Eiffel Tower to go dark earlier at night in response to energy crisis

(PARIS) — The Eiffel Tower will go dark earlier than usual each night in response to the energy crisis in Europe, officials announced Tuesday.

The illumination of the Eiffel Tour will end at 11:45 p.m., which is when the tower closes to visitors, starting Sept. 21, Paris Mayor Anne Hidalgo said. The iconic landmark is usually lit until 1 a.m.

Additionally, the lighting on the exterior facades of all municipal buildings and monuments, including borough town halls, will be turned off at 10 p.m. starting on the same date, she said.

Public lighting will be maintained to ensure the safety of Parisians, the mayor said.

The lighting changes are among “sobriety” measures the French capital is enacting in the colder months to address the energy crisis spurred by Russia’s war in Ukraine and to prevent energy shortages.

Other actions include postponing when the city turns on the heat in public buildings by a month and lowering the temperature in those buildings by 1 degree to 18 degrees Celsius (about 64 degrees Fahrenheit) during office hours and even lower after office hours and on weekends.

The city aims to reduce its energy use by 10% this winter — a target set in July by French President Emmanuel Macron to conserve energy nationwide. The actions come after Europe saw its hottest summer in recorded history, according to the Copernicus Climate Change Service, and energy prices at the end of August were 12 times higher than they were at that time last year, Hidalgo’s office said.

It is unclear how long the changes will be in effect.
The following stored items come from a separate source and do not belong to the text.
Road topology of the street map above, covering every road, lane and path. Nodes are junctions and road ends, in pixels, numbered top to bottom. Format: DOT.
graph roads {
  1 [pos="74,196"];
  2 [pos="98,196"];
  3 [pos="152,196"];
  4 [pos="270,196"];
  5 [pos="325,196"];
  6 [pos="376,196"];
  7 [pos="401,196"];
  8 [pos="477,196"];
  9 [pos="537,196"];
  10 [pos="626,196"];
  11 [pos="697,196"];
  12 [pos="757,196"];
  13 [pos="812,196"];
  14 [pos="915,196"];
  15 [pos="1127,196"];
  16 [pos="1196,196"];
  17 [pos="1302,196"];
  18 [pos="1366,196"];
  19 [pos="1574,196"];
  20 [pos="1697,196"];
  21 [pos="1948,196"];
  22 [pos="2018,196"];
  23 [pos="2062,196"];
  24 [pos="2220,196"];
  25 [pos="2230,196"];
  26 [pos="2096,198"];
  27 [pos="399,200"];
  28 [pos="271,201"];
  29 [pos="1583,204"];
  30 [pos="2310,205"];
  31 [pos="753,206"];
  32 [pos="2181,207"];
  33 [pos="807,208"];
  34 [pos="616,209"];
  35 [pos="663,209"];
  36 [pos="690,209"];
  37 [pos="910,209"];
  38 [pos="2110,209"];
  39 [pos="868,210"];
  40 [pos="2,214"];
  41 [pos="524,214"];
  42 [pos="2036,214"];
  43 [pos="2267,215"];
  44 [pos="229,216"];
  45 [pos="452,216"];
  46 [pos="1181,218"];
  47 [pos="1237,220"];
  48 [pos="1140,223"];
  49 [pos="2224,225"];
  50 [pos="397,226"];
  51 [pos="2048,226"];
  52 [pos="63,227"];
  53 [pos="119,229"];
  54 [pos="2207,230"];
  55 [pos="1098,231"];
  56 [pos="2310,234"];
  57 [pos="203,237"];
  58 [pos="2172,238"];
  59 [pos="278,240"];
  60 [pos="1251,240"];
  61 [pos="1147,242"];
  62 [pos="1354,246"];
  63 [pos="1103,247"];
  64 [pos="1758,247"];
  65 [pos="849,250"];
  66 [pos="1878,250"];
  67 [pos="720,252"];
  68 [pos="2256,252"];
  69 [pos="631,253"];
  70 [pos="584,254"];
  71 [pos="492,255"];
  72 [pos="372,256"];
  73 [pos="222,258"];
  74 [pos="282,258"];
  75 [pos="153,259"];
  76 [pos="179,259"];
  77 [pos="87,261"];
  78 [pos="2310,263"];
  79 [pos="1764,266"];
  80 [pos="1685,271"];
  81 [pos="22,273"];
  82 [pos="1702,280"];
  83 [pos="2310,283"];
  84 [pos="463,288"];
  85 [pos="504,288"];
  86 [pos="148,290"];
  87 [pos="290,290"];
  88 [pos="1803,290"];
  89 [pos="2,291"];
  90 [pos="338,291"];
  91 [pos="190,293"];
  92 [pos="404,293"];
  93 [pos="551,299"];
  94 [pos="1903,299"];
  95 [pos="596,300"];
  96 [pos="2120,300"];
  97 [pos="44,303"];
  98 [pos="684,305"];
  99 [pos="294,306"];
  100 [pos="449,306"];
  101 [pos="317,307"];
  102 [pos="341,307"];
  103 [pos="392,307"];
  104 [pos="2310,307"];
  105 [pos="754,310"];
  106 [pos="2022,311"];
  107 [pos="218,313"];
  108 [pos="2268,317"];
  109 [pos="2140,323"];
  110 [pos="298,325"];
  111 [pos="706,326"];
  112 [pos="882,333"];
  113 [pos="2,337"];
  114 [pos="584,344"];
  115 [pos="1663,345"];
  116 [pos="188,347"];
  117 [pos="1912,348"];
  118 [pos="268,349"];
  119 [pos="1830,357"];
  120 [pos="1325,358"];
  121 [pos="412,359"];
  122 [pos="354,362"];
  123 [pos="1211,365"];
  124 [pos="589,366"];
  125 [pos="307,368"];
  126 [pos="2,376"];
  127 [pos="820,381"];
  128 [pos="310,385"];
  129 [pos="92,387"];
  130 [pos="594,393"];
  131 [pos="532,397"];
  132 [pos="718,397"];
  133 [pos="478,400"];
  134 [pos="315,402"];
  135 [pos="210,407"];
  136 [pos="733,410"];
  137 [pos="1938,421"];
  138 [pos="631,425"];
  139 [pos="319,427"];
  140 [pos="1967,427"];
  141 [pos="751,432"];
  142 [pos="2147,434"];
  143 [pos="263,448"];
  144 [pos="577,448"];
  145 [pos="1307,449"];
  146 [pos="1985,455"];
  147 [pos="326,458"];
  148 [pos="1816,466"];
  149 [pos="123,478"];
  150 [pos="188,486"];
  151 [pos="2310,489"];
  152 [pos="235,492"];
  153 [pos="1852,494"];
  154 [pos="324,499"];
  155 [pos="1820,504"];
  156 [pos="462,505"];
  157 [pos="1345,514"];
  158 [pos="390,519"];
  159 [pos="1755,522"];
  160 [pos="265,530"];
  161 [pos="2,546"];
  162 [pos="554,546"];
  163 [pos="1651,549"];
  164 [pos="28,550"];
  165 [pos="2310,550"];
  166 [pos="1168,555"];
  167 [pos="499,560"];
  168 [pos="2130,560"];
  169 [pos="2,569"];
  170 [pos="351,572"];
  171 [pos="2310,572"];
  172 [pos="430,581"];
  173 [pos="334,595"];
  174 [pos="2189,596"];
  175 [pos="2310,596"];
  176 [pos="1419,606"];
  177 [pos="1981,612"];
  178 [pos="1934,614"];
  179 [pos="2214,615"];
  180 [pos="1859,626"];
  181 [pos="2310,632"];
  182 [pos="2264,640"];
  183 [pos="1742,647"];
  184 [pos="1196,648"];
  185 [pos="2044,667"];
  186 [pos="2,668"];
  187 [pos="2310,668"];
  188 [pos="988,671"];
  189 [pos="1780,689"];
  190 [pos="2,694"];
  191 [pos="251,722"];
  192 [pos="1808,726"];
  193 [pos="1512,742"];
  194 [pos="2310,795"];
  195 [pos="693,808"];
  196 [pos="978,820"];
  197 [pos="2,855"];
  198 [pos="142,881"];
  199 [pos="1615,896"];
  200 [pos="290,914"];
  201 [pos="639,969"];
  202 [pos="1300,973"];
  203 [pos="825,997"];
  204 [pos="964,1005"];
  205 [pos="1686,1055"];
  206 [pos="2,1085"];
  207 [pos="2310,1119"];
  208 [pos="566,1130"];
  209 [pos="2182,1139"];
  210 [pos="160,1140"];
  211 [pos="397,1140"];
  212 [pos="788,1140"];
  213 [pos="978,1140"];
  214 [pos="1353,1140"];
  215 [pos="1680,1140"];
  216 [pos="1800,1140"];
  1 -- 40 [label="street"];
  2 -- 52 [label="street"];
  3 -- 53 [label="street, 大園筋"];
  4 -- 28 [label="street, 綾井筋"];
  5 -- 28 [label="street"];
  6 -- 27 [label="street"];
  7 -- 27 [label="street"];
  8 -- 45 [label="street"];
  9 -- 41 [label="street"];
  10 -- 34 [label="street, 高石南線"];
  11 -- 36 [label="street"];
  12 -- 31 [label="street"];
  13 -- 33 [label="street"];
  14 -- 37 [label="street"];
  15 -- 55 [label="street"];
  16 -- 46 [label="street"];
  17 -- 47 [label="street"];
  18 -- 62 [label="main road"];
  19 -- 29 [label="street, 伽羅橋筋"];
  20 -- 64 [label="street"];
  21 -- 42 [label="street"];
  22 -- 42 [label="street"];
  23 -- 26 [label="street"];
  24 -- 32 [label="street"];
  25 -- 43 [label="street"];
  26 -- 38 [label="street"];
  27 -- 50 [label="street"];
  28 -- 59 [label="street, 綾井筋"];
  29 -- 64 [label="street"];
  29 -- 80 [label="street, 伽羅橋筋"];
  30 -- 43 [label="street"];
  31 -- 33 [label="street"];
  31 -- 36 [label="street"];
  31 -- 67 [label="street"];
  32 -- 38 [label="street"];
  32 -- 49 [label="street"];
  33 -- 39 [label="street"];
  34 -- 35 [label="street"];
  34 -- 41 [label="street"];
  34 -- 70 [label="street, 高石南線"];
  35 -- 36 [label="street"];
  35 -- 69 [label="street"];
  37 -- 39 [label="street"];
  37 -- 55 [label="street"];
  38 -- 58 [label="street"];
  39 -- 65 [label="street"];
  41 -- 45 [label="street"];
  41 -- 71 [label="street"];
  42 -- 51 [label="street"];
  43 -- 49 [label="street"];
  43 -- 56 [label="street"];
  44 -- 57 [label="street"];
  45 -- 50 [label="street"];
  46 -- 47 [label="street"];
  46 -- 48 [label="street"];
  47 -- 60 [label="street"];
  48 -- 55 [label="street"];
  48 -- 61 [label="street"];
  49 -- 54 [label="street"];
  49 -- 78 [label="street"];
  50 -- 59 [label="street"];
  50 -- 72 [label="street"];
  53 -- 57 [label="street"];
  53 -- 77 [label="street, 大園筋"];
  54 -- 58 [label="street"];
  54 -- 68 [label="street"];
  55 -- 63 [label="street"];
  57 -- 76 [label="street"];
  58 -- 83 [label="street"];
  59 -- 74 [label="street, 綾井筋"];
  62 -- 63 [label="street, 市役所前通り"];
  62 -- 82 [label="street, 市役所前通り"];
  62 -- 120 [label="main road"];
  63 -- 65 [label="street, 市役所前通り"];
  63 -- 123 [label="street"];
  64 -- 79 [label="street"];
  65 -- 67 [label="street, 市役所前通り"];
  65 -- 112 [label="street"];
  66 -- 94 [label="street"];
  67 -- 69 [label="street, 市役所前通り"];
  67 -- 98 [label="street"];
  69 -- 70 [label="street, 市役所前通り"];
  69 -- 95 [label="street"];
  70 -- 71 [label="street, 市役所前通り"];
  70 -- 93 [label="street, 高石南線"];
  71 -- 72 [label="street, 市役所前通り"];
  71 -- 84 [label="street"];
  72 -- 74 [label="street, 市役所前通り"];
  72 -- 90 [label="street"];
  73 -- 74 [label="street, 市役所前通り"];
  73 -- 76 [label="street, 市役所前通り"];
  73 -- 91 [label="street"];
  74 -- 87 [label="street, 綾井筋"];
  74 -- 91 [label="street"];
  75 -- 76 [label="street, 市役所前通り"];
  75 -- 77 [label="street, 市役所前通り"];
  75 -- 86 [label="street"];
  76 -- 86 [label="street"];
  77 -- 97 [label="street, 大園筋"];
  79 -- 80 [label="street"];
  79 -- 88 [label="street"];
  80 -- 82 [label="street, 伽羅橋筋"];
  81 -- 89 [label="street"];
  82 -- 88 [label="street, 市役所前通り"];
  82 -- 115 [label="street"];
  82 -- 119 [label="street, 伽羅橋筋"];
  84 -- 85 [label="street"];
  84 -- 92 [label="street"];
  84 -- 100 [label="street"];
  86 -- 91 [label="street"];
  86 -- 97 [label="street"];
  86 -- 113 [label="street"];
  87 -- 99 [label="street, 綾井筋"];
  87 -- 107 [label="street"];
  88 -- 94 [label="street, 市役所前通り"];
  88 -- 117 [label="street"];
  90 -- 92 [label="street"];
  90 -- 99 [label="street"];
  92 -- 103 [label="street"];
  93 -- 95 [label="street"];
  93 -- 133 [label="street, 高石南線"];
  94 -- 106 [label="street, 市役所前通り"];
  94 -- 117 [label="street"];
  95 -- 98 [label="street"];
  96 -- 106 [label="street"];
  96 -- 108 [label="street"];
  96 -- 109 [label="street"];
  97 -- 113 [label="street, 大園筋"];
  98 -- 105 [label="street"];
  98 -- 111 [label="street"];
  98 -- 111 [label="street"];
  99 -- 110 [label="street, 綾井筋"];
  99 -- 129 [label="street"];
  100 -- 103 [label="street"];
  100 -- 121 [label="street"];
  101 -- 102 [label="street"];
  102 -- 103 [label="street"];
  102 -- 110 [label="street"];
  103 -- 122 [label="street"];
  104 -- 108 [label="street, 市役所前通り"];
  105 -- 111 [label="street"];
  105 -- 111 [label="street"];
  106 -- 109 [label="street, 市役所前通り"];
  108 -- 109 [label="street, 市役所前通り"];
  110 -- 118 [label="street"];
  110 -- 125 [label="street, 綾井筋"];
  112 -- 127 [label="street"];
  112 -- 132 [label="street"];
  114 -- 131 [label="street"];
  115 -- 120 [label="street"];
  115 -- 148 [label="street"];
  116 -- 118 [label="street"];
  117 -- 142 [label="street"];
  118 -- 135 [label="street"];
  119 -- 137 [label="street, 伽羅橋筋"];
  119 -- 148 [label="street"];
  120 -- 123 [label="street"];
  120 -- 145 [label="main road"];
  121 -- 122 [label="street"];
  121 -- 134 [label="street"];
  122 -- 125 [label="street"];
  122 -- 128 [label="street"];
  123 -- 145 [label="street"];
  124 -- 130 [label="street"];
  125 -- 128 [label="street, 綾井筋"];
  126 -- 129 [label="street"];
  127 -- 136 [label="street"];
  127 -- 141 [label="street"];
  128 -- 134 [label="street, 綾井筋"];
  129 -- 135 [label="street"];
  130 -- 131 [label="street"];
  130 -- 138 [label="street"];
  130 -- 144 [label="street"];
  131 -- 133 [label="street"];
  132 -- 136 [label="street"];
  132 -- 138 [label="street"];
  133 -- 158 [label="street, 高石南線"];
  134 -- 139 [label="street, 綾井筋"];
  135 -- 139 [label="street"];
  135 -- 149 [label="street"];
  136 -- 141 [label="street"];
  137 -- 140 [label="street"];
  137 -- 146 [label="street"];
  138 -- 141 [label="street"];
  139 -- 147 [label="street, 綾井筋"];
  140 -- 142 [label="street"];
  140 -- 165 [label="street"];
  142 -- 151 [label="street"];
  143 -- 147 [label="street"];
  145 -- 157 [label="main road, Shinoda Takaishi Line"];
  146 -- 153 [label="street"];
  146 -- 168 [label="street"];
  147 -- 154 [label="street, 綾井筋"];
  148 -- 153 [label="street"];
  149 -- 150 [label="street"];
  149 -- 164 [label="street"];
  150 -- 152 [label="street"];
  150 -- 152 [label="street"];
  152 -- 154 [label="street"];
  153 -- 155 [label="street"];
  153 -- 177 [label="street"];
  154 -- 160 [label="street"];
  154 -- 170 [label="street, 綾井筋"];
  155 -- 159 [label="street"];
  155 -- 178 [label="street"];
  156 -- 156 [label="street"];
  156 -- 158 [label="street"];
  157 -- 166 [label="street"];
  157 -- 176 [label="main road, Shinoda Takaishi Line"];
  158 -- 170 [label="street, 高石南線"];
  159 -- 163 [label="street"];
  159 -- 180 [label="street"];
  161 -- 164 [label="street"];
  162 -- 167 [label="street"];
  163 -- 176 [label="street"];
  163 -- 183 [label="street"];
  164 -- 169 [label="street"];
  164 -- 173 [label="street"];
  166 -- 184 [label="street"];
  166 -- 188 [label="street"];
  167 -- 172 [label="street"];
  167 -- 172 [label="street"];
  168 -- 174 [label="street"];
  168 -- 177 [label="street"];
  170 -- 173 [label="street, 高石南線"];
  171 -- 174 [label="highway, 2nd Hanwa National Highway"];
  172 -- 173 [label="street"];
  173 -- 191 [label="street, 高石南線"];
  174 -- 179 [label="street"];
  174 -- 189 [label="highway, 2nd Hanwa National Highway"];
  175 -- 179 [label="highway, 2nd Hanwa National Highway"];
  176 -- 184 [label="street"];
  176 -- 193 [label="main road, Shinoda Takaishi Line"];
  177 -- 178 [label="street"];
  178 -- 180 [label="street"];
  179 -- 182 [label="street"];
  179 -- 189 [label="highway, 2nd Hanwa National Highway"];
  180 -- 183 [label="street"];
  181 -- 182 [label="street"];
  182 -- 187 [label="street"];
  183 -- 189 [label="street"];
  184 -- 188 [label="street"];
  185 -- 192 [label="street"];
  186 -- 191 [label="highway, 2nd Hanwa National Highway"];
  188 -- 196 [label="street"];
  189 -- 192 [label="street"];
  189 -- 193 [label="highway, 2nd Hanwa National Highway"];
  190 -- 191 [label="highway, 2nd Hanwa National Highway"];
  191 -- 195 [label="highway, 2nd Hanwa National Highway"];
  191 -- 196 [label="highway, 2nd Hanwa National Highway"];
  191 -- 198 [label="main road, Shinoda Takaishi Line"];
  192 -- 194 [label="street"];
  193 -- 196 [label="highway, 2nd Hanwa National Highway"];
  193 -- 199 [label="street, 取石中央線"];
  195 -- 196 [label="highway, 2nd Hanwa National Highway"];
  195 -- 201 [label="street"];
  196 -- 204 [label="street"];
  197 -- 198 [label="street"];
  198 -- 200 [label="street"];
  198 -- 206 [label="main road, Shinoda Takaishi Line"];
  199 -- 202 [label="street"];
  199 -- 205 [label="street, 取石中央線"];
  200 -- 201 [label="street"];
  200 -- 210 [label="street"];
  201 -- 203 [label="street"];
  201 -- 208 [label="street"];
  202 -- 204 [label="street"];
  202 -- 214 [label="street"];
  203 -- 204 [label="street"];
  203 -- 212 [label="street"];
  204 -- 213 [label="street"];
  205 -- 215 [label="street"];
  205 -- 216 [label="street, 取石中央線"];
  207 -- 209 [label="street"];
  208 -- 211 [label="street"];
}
A Russian squeeze on natural gas supplies in response to Western sanctions imposed over its actions in Ukraine has sent gas and electricity prices soaring in Europe. The crisis is expected to only get worse during the winter.

The European Commission last week put forth new measures to continue to address the crisis, including proposing a mandatory target for reducing electricity use at peak hours and a price cap on Russian gas.